WHAT IS NEEDED: Please return each line of the listing exactly as given.

GIVEN RECORDS:
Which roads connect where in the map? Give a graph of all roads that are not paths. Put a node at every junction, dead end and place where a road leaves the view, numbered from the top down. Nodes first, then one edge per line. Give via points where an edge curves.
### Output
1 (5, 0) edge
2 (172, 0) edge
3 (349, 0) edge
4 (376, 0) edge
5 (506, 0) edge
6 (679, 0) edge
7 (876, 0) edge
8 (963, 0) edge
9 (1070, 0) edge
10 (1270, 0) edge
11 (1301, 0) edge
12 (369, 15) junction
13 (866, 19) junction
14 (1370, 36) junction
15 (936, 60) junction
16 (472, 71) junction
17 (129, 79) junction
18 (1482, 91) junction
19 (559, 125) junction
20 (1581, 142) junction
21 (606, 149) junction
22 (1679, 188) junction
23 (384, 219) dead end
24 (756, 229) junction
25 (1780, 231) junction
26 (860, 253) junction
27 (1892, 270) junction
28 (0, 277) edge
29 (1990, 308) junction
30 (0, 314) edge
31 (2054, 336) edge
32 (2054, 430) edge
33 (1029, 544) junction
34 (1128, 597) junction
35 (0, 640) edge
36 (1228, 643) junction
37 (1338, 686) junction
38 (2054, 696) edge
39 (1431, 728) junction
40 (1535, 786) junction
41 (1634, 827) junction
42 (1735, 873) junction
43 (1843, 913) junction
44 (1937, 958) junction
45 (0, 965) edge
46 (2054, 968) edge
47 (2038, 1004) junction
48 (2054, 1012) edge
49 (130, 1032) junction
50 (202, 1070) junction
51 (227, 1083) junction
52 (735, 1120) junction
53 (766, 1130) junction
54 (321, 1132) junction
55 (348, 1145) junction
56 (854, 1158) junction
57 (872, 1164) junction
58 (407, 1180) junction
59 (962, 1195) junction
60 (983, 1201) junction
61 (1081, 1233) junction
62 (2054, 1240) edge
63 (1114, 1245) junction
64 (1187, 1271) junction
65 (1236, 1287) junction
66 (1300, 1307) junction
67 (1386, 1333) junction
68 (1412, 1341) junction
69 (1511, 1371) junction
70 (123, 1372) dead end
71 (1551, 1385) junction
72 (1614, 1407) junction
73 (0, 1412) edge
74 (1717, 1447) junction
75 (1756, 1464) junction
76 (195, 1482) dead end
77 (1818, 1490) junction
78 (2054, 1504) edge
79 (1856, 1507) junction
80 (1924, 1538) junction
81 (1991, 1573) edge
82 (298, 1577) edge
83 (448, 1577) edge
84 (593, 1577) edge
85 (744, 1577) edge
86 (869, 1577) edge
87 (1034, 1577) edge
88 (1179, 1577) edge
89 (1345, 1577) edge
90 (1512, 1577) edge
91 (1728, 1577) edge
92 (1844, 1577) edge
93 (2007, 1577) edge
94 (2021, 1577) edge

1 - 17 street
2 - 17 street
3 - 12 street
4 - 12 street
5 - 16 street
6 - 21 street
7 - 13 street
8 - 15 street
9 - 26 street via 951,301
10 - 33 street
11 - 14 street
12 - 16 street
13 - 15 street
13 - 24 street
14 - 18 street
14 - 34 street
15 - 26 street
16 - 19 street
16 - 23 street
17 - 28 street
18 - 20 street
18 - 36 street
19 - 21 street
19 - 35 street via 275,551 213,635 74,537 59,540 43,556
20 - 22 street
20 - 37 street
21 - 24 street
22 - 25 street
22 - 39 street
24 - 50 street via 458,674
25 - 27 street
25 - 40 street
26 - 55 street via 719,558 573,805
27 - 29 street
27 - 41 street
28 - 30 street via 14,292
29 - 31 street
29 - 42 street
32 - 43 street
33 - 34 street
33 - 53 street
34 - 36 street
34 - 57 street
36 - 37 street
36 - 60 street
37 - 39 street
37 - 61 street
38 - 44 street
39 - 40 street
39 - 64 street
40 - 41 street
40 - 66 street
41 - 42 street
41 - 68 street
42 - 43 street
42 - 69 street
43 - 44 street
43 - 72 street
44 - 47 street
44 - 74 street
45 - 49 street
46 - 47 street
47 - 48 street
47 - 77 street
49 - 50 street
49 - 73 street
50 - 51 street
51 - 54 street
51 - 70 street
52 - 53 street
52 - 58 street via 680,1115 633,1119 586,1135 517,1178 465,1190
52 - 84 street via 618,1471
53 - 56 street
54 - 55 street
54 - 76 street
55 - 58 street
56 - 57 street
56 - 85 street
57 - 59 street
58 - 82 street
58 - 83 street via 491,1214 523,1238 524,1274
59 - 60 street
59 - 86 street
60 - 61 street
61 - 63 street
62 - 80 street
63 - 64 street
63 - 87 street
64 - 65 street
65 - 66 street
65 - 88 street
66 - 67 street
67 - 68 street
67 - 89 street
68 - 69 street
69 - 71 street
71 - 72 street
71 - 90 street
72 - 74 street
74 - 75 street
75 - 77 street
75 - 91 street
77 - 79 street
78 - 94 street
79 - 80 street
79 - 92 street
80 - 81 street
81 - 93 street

RESPONSE TO THE TASK:
Which roads connect where in the map? Give a graph of all roads that are not paths. Put a node at every junction, dead end and place where a road leaves the view, numbered from the top down. Nodes first, then one edge per line. Give via points where an edge curves.
### Output
1 (5, 0) edge
2 (172, 0) edge
3 (349, 0) edge
4 (376, 0) edge
5 (506, 0) edge
6 (679, 0) edge
7 (876, 0) edge
8 (963, 0) edge
9 (1070, 0) edge
10 (1270, 0) edge
11 (1301, 0) edge
12 (369, 15) junction
13 (866, 19) junction
14 (1370, 36) junction
15 (936, 60) junction
16 (472, 71) junction
17 (129, 79) junction
18 (1482, 91) junction
19 (559, 125) junction
20 (1581, 142) junction
21 (606, 149) junction
22 (1679, 188) junction
23 (384, 219) dead end
24 (756, 229) junction
25 (1780, 231) junction
26 (860, 253) junction
27 (1892, 270) junction
28 (0, 277) edge
29 (1990, 308) junction
30 (0, 314) edge
31 (2054, 336) edge
32 (2054, 430) edge
33 (1029, 544) junction
34 (1128, 597) junction
35 (0, 640) edge
36 (1228, 643) junction
37 (1338, 686) junction
38 (2054, 696) edge
39 (1431, 728) junction
40 (1535, 786) junction
41 (1634, 827) junction
42 (1735, 873) junction
43 (1843, 913) junction
44 (1937, 958) junction
45 (0, 965) edge
46 (2054, 968) edge
47 (2038, 1004) junction
48 (2054, 1012) edge
49 (130, 1032) junction
50 (202, 1070) junction
51 (227, 1083) junction
52 (735, 1120) junction
53 (766, 1130) junction
54 (321, 1132) junction
55 (348, 1145) junction
56 (854, 1158) junction
57 (872, 1164) junction
58 (407, 1180) junction
59 (962, 1195) junction
60 (983, 1201) junction
61 (1081, 1233) junction
62 (2054, 1240) edge
63 (1114, 1245) junction
64 (1187, 1271) junction
65 (1236, 1287) junction
66 (1300, 1307) junction
67 (1386, 1333) junction
68 (1412, 1341) junction
69 (1511, 1371) junction
70 (123, 1372) dead end
71 (1551, 1385) junction
72 (1614, 1407) junction
73 (0, 1412) edge
74 (1717, 1447) junction
75 (1756, 1464) junction
76 (195, 1482) dead end
77 (1818, 1490) junction
78 (2054, 1504) edge
79 (1856, 1507) junction
80 (1924, 1538) junction
81 (1991, 1573) edge
82 (298, 1577) edge
83 (448, 1577) edge
84 (593, 1577) edge
85 (744, 1577) edge
86 (869, 1577) edge
87 (1034, 1577) edge
88 (1179, 1577) edge
89 (1345, 1577) edge
90 (1512, 1577) edge
91 (1728, 1577) edge
92 (1844, 1577) edge
93 (2007, 1577) edge
94 (2021, 1577) edge

1 - 17 street
2 - 17 street
3 - 12 street
4 - 12 street
5 - 16 street
6 - 21 street
7 - 13 street
8 - 15 street
9 - 26 street via 951,301
10 - 33 street
11 - 14 street
12 - 16 street
13 - 15 street
13 - 24 street
14 - 18 street
14 - 34 street
15 - 26 street
16 - 19 street
16 - 23 street
17 - 28 street
18 - 20 street
18 - 36 street
19 - 21 street
19 - 35 street via 275,551 213,635 74,537 59,540 43,556
20 - 22 street
20 - 37 street
21 - 24 street
22 - 25 street
22 - 39 street
24 - 50 street via 458,674
25 - 27 street
25 - 40 street
26 - 55 street via 719,558 573,805
27 - 29 street
27 - 41 street
28 - 30 street via 14,292
29 - 31 street
29 - 42 street
32 - 43 street
33 - 34 street
33 - 53 street
34 - 36 street
34 - 57 street
36 - 37 street
36 - 60 street
37 - 39 street
37 - 61 street
38 - 44 street
39 - 40 street
39 - 64 street
40 - 41 street
40 - 66 street
41 - 42 street
41 - 68 street
42 - 43 street
42 - 69 street
43 - 44 street
43 - 72 street
44 - 47 street
44 - 74 street
45 - 49 street
46 - 47 street
47 - 48 street
47 - 77 street
49 - 50 street
49 - 73 street
50 - 51 street
51 - 54 street
51 - 70 street
52 - 53 street
52 - 58 street via 680,1115 633,1119 586,1135 517,1178 465,1190
52 - 84 street via 618,1471
53 - 56 street
54 - 55 street
54 - 76 street
55 - 58 street
56 - 57 street
56 - 85 street
57 - 59 street
58 - 82 street
58 - 83 street via 491,1214 523,1238 524,1274
59 - 60 street
59 - 86 street
60 - 61 street
61 - 63 street
62 - 80 street
63 - 64 street
63 - 87 street
64 - 65 street
65 - 66 street
65 - 88 street
66 - 67 street
67 - 68 street
67 - 89 street
68 - 69 street
69 - 71 street
71 - 72 street
71 - 90 street
72 - 74 street
74 - 75 street
75 - 77 street
75 - 91 street
77 - 79 street
78 - 94 street
79 - 80 street
79 - 92 street
80 - 81 street
81 - 93 street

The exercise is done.